環境問題への対策がビジネスを広げている。周知のようにエコカーは政府の助成もあり過去に例を見ない売れ行きを示しており、代表的な再生可能エネルギーである太陽光発電も多数の企業が参入している。さらにビル・エネルギー・マネジメントやホーム・エネルギー・マネジメントといった省エネにも注目が集まっている。
ところで一般家庭やオフィスでのエネルギーは、実際にはどこに使われているのだろうか。ある調査によると、一般住居やオフィスビルなどでは空調で約半分のエネルギーが消費されているとのことである。よって、空調で使用されるエネルギーを削減することが省エネにはインパクトが大きいと考えられる。
空調による電力負荷を平準化する技術のひとつとして蓄熱技術がある。これは深夜電力等を利用して冷熱あるいは温熱を作り、これを蓄熱材料に熱エネルギーを蓄えて必要となる昼間に利用するものである。とくに冷熱需要は夏の昼間にピークを迎えるため、平準化は重要な技術となる。
冷熱蓄熱は古くから開発が行われている技術領域である。その開発動向を弊社XLUSを用いて分析した。ここでは「蓄熱」と「冷熱」を明細書中に含み、かつ「冷凍庫」や「冷蔵庫」という言葉を含まない特許を収集した。収集した特許文献をもとに動向を見ると、1993年以降、100件以上の特許が毎年公開されている。公開数のピークは2000年にあり、その後2006年から2007年にかけて減少しているが、2008年には再度150件程度まで回復しており、未だ関心の高い技術領域となっていることがわかる(図1参照)。

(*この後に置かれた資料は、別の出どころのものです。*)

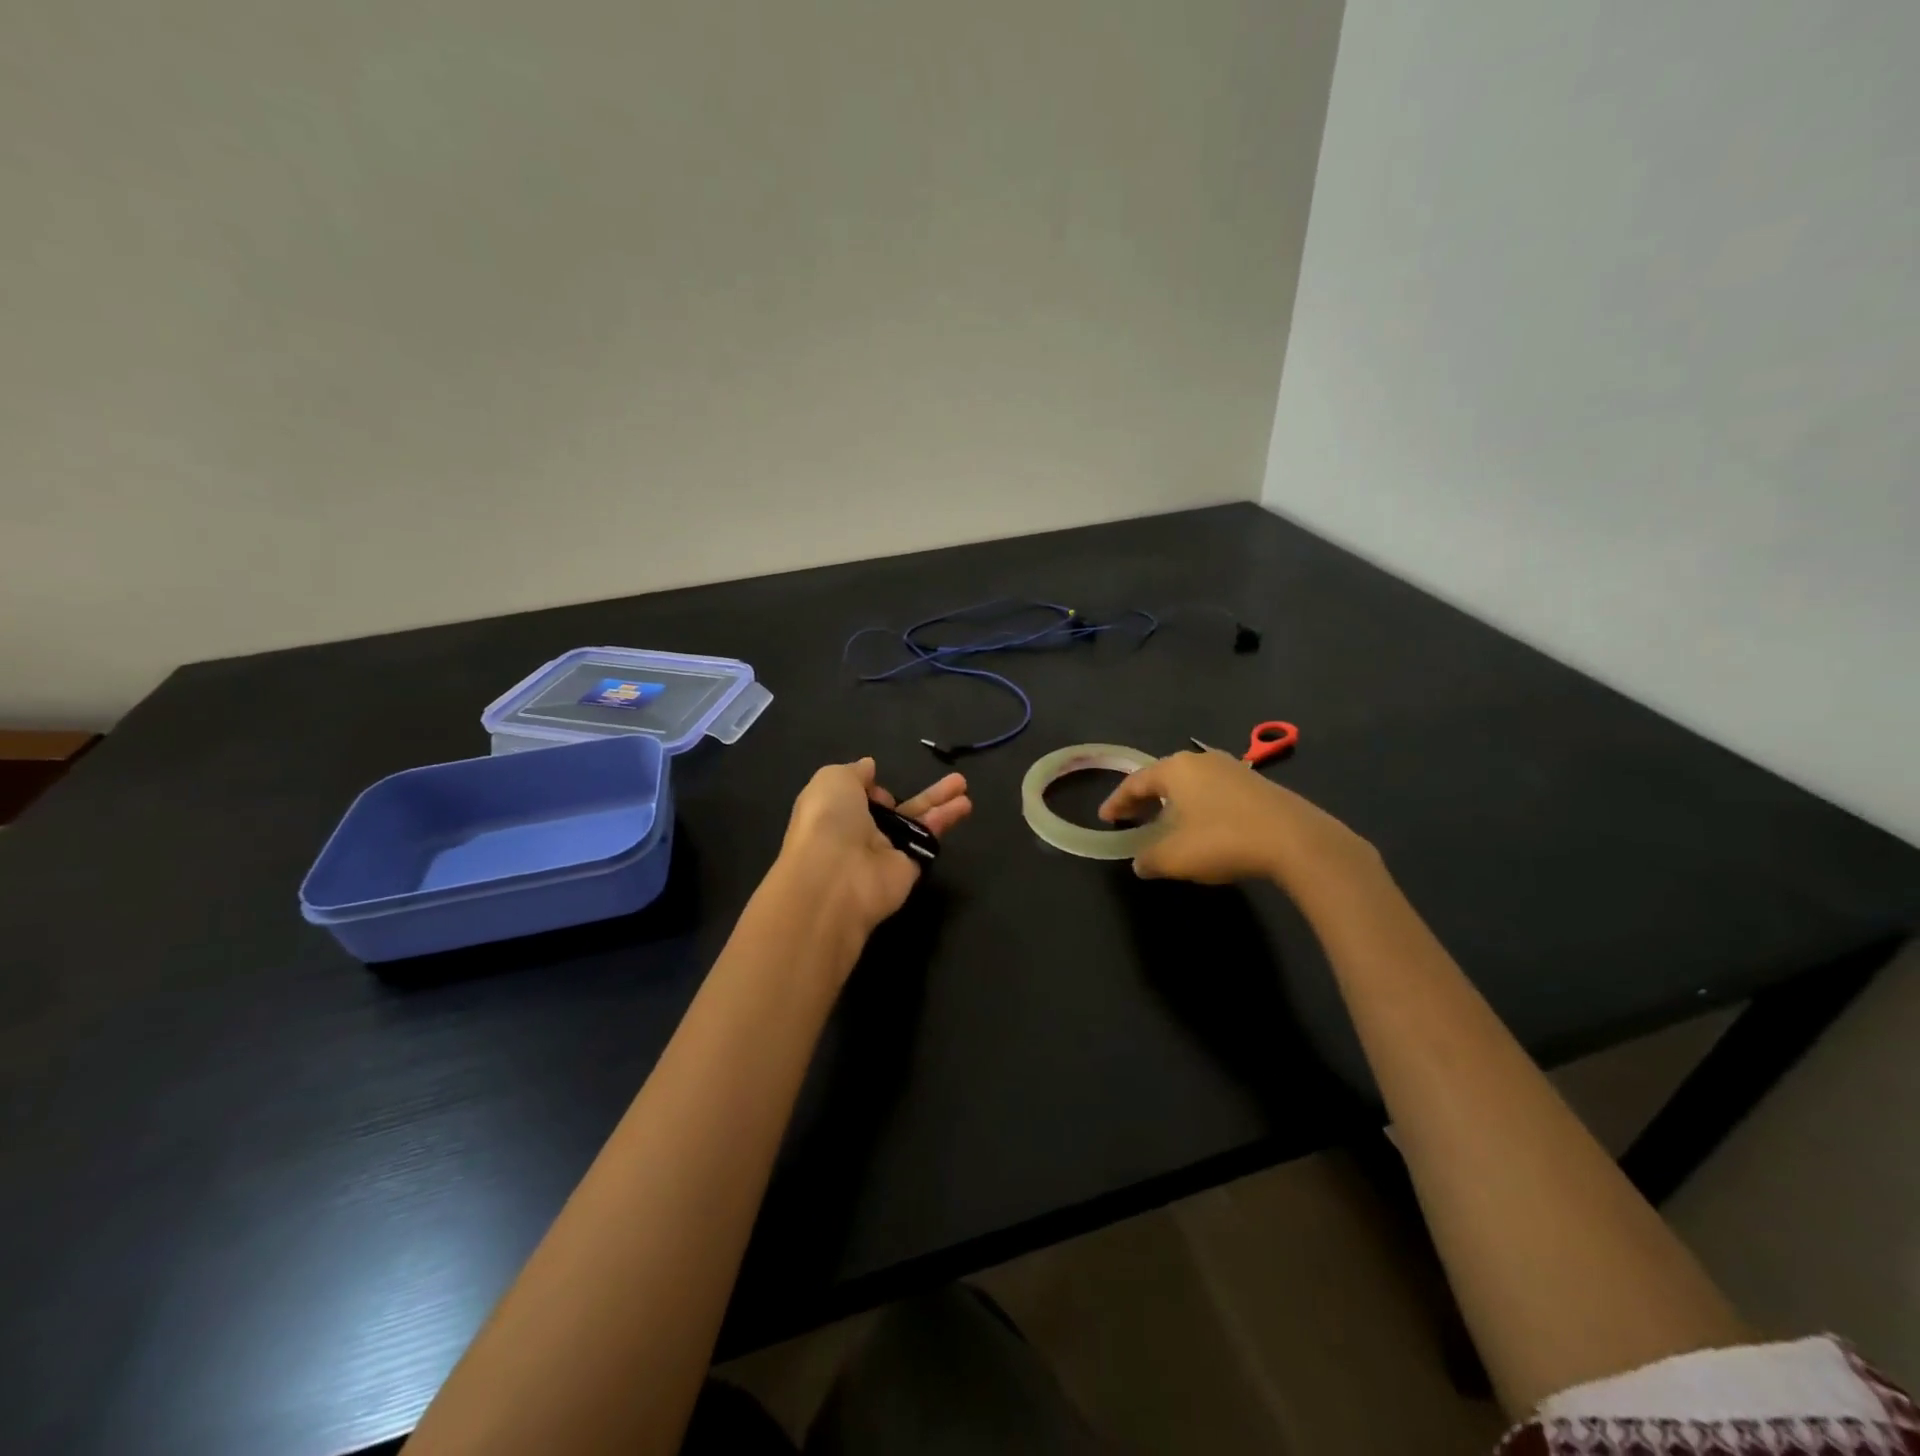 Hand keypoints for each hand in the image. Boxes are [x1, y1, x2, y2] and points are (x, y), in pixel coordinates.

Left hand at [776, 758, 971, 936]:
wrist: (837, 877)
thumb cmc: (828, 820)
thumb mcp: (833, 779)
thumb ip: (855, 771)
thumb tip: (869, 767)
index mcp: (835, 812)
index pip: (858, 798)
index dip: (870, 788)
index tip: (877, 780)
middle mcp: (860, 832)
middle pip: (897, 808)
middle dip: (920, 793)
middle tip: (951, 780)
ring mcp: (886, 851)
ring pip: (918, 822)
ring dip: (941, 803)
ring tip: (964, 785)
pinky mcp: (909, 868)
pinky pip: (927, 841)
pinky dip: (944, 822)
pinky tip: (963, 805)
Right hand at [1098, 747, 1375, 888]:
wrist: (1296, 840)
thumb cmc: (1223, 841)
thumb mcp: (1175, 857)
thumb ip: (1149, 859)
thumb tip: (1140, 862)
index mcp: (1175, 769)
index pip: (1135, 782)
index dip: (1117, 801)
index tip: (1105, 818)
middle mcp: (1201, 760)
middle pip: (1162, 777)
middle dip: (1144, 799)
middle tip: (1131, 818)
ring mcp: (1232, 768)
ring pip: (1190, 783)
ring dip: (1173, 802)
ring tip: (1164, 822)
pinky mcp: (1256, 784)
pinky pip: (1213, 791)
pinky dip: (1198, 805)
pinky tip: (1201, 825)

図1.冷熱蓄熱に関連する特許件数の推移(2009年は外挿値)
冷熱蓄熱関連プレイヤーを見ると、1993年以降で見た場合には、ダイキン工業、東芝、日立製作所などが挙げられる。なお、ダイキン工業は公開年ベースで1998年に、そして東芝は1996年にピークがそれぞれある。2004年以降に着目すると、JFEエンジニアリングおよびトヨタ自動車が件数を伸ばしており、トヨタ自動車は2005年から、そしてJFEエンジニアリングは2007年以降に急増している。
図2.冷熱蓄熱関連の主要なプレイヤー(1993年以降公開特許の件数による)
XLUS Whiteを用いて2001年以降に公開された冷熱蓄熱に関連する特許公開公報、約1300件をクラスター解析し俯瞰した。結果を図3に示す。主要な技術領域は氷蓄熱や熱交換器となっており、蓄熱材料としては、水和物や吸着剤、エマルジョンなどがある。また建築物の躯体への蓄熱などに関する技術が出願されている。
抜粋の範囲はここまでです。